Quelle: Illustration: Ohlen

Marburg. Idyllisch liegt das Waldstadion Bergmannsbusch im Essener Osten. Als „urige und total ursprüngliche Sportanlage, die das Herz eines jeden Fußballromantikers höherschlagen lässt“, wird das Gelände mitsamt des Rotascheplatzes auf der Homepage des TC Freisenbruch bezeichnet – jenem Club, der diesen Ort im Herzen des Ruhrpotts seine Heimspielstätte nennt.

So „romantisch“ dieses Bild vor dem geistigen Auge aussehen mag, so groß war die Tristesse, die beim B-Ligisten aus dem Fußball-Verband Niederrhein in den vergangenen Jahren herrschte. „Die Anlage ist abgelegen, mit der Jugendarbeit ist es hier schwierig, und von einem Kunstrasen sind wir in der Vergangenheit von der Stadt ‚verschont‘ geblieben. In den vergangenen acht Jahren ging es mit dem Verein steil bergab. 2014 waren wir sogar kurz davor, ihn dicht zu machen“, schildert TC-Vorstandsmitglied Peter Schäfer die einst prekäre Lage.

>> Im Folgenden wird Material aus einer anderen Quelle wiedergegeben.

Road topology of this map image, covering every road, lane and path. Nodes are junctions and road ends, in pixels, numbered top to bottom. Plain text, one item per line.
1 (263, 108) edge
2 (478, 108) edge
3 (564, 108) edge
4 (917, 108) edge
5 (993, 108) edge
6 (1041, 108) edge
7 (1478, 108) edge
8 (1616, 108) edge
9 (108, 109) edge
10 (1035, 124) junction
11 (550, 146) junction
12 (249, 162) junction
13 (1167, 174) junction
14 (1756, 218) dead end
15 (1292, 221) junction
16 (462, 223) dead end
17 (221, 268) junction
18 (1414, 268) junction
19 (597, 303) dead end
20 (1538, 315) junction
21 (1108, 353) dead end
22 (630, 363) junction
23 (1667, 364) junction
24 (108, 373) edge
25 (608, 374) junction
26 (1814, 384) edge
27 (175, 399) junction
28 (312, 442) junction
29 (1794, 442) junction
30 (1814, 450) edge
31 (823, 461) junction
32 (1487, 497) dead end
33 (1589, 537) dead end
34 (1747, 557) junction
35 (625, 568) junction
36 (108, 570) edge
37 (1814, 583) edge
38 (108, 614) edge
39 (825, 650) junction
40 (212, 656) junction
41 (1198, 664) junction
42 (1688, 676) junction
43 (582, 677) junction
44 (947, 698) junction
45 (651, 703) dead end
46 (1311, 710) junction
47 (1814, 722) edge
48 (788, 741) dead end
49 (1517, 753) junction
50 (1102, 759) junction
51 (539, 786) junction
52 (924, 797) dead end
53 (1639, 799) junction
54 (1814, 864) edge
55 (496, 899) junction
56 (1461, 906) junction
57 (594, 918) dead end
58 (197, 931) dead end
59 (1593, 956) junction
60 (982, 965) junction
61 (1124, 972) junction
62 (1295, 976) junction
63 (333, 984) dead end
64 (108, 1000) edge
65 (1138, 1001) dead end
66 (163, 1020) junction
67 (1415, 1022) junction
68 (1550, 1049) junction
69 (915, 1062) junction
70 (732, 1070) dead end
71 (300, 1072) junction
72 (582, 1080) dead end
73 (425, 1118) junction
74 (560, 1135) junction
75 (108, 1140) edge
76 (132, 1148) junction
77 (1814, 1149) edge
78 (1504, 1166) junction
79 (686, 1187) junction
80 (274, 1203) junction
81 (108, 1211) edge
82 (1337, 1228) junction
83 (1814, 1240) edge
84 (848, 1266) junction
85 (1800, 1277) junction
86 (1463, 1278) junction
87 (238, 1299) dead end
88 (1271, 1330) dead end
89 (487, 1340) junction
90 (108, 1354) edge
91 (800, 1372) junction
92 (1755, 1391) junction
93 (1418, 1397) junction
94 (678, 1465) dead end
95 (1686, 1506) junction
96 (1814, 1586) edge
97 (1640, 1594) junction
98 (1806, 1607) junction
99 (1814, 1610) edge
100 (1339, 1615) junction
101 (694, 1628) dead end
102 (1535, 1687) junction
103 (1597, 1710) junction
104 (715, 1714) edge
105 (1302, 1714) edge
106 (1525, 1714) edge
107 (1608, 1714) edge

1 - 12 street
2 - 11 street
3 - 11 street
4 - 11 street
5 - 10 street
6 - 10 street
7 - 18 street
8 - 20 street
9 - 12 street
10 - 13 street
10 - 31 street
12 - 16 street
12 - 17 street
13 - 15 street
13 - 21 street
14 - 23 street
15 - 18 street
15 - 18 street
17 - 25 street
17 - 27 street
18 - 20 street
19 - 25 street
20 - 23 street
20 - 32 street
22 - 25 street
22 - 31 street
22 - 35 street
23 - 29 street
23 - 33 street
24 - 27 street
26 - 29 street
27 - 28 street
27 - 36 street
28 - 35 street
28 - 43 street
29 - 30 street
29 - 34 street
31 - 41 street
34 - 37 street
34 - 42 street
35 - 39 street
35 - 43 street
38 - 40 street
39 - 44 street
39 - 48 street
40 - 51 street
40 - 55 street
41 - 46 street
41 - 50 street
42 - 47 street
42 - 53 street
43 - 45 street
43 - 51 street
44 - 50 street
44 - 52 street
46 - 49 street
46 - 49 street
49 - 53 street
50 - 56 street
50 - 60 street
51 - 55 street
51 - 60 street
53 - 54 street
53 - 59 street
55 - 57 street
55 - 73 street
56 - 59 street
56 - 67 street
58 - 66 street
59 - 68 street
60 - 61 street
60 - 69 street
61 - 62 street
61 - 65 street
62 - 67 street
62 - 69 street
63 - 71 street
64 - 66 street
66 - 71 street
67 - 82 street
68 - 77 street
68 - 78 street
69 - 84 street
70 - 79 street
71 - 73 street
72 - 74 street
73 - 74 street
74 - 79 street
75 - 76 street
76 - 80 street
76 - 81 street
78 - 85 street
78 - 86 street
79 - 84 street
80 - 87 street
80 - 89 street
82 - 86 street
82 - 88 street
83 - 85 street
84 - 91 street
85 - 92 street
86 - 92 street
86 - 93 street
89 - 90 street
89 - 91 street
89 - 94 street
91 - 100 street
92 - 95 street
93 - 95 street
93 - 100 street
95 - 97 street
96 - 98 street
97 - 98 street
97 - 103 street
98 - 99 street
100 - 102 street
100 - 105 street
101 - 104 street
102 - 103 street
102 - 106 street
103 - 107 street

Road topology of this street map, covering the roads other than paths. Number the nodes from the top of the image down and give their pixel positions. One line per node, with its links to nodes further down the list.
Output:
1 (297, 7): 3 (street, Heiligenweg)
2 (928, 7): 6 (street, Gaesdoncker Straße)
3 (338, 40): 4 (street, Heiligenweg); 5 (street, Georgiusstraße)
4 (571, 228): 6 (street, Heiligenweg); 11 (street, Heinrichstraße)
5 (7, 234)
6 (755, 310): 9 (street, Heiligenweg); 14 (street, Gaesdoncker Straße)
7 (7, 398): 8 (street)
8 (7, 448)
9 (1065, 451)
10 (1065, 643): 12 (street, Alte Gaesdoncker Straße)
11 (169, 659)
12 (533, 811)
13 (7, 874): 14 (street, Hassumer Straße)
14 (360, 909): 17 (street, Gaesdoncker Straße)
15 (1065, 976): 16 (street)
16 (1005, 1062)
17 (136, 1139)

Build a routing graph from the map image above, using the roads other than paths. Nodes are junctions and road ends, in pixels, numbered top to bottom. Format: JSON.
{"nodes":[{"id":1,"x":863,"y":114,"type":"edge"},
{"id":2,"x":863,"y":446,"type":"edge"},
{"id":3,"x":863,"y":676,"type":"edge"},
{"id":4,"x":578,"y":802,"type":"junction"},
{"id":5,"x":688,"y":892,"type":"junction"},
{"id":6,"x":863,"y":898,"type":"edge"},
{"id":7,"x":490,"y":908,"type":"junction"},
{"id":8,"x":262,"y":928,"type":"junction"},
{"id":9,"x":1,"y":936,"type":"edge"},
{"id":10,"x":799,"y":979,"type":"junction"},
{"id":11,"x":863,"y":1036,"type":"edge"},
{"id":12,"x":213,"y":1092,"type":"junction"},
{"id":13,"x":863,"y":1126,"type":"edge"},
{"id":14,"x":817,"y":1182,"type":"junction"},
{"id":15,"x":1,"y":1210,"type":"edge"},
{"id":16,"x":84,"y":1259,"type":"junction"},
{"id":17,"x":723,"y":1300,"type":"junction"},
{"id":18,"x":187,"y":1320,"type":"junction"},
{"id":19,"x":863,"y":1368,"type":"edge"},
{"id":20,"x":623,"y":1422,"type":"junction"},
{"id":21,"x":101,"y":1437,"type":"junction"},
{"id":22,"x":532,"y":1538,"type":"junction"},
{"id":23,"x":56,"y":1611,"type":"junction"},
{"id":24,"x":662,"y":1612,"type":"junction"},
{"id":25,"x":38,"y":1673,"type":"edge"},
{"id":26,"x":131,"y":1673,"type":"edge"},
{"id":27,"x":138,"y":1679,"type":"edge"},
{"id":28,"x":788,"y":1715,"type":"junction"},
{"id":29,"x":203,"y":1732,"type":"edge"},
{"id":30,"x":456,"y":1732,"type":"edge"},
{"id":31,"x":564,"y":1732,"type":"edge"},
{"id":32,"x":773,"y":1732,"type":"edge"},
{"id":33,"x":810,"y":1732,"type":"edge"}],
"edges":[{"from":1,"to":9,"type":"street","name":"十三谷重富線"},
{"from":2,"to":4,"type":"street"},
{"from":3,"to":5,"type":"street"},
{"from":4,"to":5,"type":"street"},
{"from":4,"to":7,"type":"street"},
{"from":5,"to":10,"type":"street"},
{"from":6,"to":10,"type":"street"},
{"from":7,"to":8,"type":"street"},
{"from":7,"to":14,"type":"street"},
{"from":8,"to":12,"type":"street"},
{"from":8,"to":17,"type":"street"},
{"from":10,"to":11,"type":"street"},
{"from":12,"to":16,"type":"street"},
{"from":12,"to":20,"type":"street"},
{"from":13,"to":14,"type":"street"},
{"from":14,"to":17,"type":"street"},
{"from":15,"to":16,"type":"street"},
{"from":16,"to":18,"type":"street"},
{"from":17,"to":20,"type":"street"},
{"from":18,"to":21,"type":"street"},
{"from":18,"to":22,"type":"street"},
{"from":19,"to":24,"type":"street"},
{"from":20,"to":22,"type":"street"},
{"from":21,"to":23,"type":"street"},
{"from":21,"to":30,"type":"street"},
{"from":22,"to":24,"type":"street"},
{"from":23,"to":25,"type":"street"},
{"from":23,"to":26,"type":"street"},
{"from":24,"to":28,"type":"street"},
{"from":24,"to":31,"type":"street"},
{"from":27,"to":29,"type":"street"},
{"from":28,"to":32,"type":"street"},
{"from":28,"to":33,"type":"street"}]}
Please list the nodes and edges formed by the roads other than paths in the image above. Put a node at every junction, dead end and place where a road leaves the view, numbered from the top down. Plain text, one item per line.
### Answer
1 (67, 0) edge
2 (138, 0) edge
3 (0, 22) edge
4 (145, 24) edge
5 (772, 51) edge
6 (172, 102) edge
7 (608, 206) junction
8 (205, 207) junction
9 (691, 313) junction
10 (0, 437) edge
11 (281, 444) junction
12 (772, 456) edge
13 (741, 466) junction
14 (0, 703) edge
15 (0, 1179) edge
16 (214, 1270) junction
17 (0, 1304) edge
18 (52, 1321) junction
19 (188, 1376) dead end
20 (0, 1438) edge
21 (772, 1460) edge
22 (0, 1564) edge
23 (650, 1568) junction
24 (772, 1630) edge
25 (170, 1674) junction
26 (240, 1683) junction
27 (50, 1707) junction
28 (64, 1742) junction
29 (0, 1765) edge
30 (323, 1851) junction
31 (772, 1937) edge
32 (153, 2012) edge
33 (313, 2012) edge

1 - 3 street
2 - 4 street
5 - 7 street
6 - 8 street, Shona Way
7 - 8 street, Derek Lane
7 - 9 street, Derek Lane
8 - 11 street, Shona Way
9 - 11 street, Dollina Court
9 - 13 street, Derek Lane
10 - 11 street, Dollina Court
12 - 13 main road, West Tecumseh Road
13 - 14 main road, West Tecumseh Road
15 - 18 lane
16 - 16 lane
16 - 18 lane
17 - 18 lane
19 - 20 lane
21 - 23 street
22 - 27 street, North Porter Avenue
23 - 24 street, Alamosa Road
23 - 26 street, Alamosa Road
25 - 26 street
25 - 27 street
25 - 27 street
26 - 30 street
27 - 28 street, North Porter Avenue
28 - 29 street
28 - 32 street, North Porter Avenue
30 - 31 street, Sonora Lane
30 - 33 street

Doch diese Zeiten sind vorbei – auch dank Schäfer, der dabei half, bekannte Fußballmanager-PC-Spiele à la Anstoß 3 oder Fifa-Manager in die Realität umzusetzen. Über ein ausgeklügeltes System können Internet-Nutzer seit dem 1. Juli für fünf Euro pro Monat bequem per Smartphone, Tablet oder PC als sogenannte „Teammanager“ über die Homepage des Vereins Entscheidungen treffen, die anderenorts Vorstand und Trainer vorbehalten sind.
Ob das Festlegen der Eintritts-, Getränke- und Essenspreise, ob das Abstimmen des Spielsystems und der Aufstellung oder bei der Frage, ob Neuverpflichtungen getätigt werden sollen. In Freisenbruch zählt die „Weisheit der vielen“, die im Zuge einer langfristigen Vertrauensabstimmung – immer nach dem Mehrheitsprinzip – sogar über die Zukunft des Trainers entscheiden.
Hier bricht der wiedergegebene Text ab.